The timing controller 130 may increase the frame rate to a frequency of the frame rate of the input image x 3 Hz in order to time-divide one frame period into the first to third sub-frames SF1 to SF3. The frame rate of the input image is 60 Hz in the National Television Standards Committee (NTSC) method and 50 Hz in the PAL (Phase-Alternating Line) method.

The data formatter 140 rearranges the 3D image data from the host system 150 to align the left eye image data to the odd line of the pixel array and align the right eye image data to the even lines of the pixel array as shown in FIG.

The present invention detects the left and right eye positions of the viewer in real time through the image sensor 151 and changes the position of the pixel to which the left eye image data is written and the pixel to which the right eye image data is written according to the change of the left eye and right eye positions of the viewer. To this end, an image sensor 151 such as a camera is connected to the host system 150. The data formatter 140 analyzes the image received from the image sensor 151 using a known eye tracking algorithm to estimate the left and right eye position of the viewer and adjusts the positions of the left and right eyes of the viewer And changes the arrangement of the left eye image data and the right eye image data.

The host system 150 may be implemented by any one of a TV system, a set top box, a navigation system, a DVD player, a Blu-ray player, a personal computer (PC), a home theater system, and a phone system. The host system 150 converts the resolution of the digital video data of the 2D / 3D image to the resolution of the liquid crystal display panel 100 using the scaler and transmits the converted resolution to the data formatter 140, To the data formatter (140). The host system 150 transmits a timing signal synchronized with the data transmitted to the data formatter 140 to the timing controller 130.

5A and 5B are views showing pixels according to the first embodiment of the present invention.

Referring to FIGS. 5A and 5B, pixels represent image data of the same color as the light source illuminated without a color filter.

A conventional one pixel is divided into a red subpixel, a green subpixel, and a blue subpixel for color implementation. On the other hand, each of the pixels shown in Figs. 5A and 5B is divided into n sub-pixels P1 to P6 without a color filter. Each of the subpixels without a color filter reproduces red, green, and blue color data according to the color of the illuminated light source.

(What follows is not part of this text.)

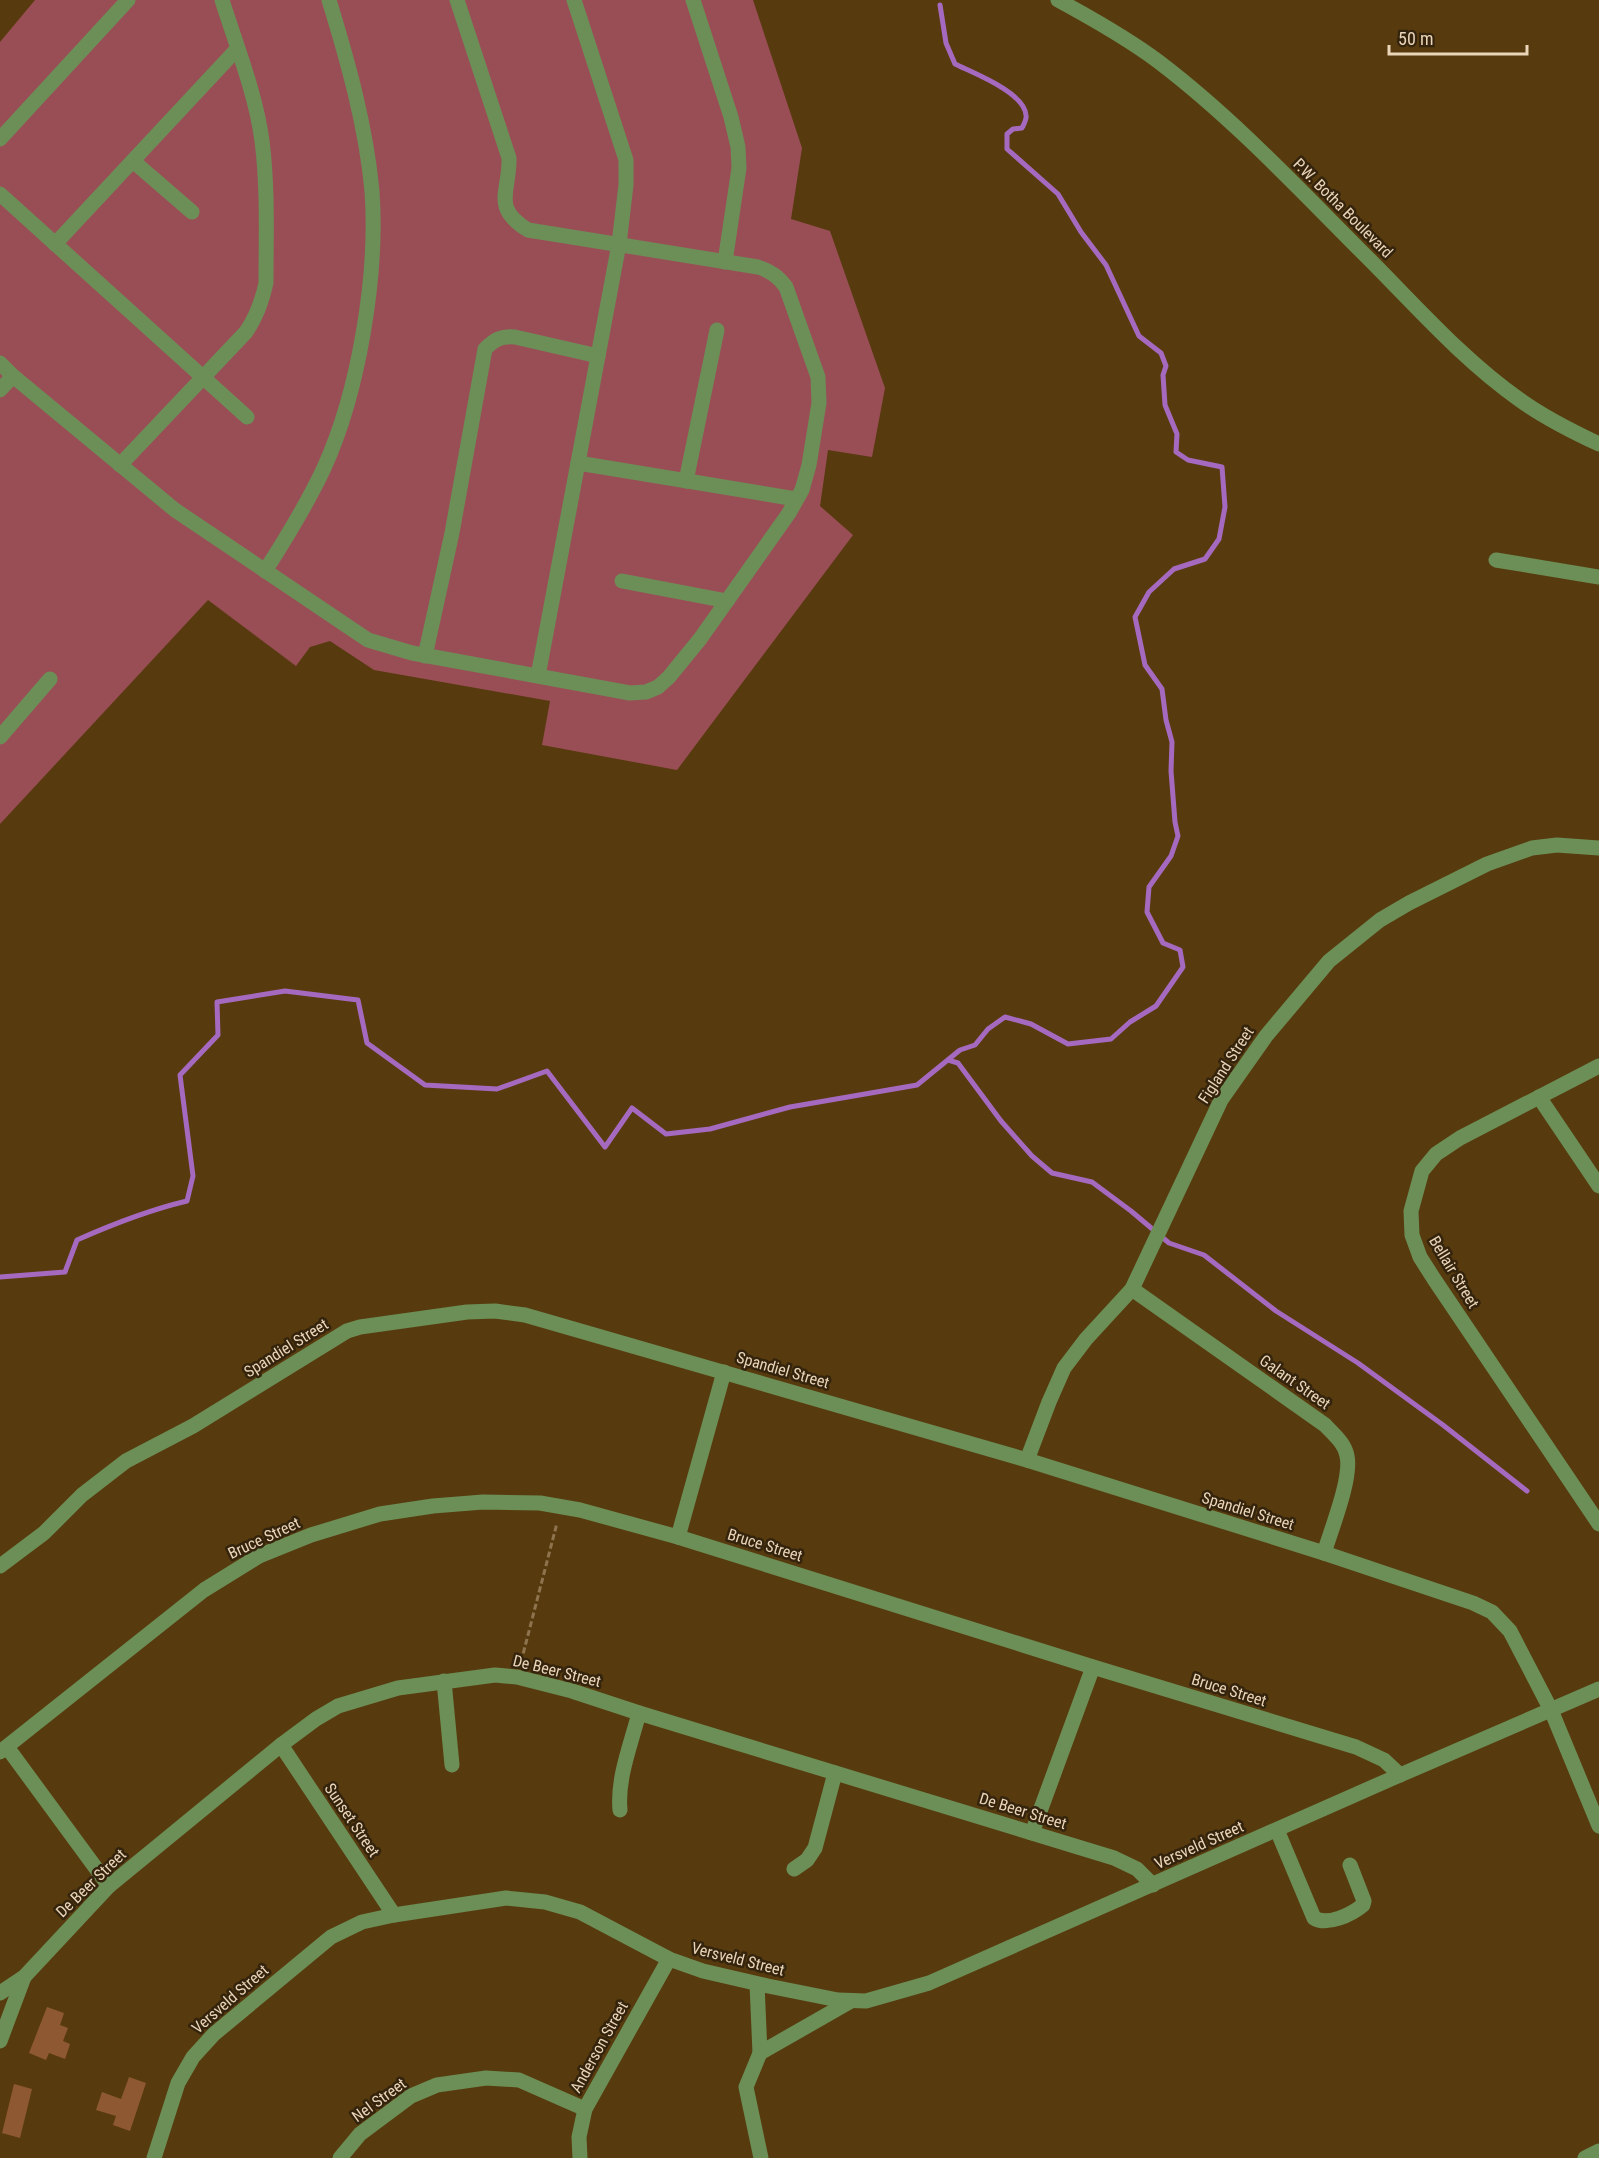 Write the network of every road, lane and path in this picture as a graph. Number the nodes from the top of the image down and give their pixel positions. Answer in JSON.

One pitch (P) of the lens 200a overlapping with the pixels is equal to the width of one pixel. Thus, within one pitch of the lens 200a, n color filterless subpixels P1 to P6, which are divided by one pixel, are disposed. The same pixel data is written to the subpixels without the n color filters divided by one pixel but the position of the subpixel turned on depending on the left eye and the right eye position of the user can be changed. Here, a sub-pixel turned on means a sub-pixel through which light of a backlight is transmitted.

6 is a diagram illustrating an example in which the optical path of light passing through the lens changes according to the position of a sub-pixel to be turned on. FIGS. 7 and 8 are views showing examples of controlling the positions of subpixels turned on according to a viewer's eye position. FIGS. 6 and 7 show an example in which the 3D optical element 200 is implemented as a lens, and FIG. 8 shows an example in which the 3D optical element 200 is implemented as a barrier.

In FIG. 6, reference numeral 103 denotes an upper substrate of a liquid crystal display panel, 104 denotes a liquid crystal layer, 105 denotes a lower substrate of the liquid crystal display panel, 106 denotes an upper polarizer adhered to the upper substrate, A lower polarizer plate bonded to the substrate, and a backlight unit '108'. The 3D optical element 200 may be adhered to the upper polarizer 107. [

Referring to FIGS. 6 to 8, the path of the light traveling through the slit of the lens or barrier varies depending on the position of the sub-pixel to be turned on. There is only one slit of the barrier within one pixel. Further, one pitch (P) of the barrier is the same as the width of one pixel.

The stereoscopic image display device of the present invention senses the left eye and the right eye position of the viewer through the image sensor 151 and turns on the subpixels having the optical path passing the position and turns off the remaining subpixels . Here, the subpixels that are turned on are subpixels that transmit light according to the data voltage of the pixel data. The subpixels turned off are subpixels that are blackened by intercepting light from the backlight unit by applying black gradation voltages independent of the input image.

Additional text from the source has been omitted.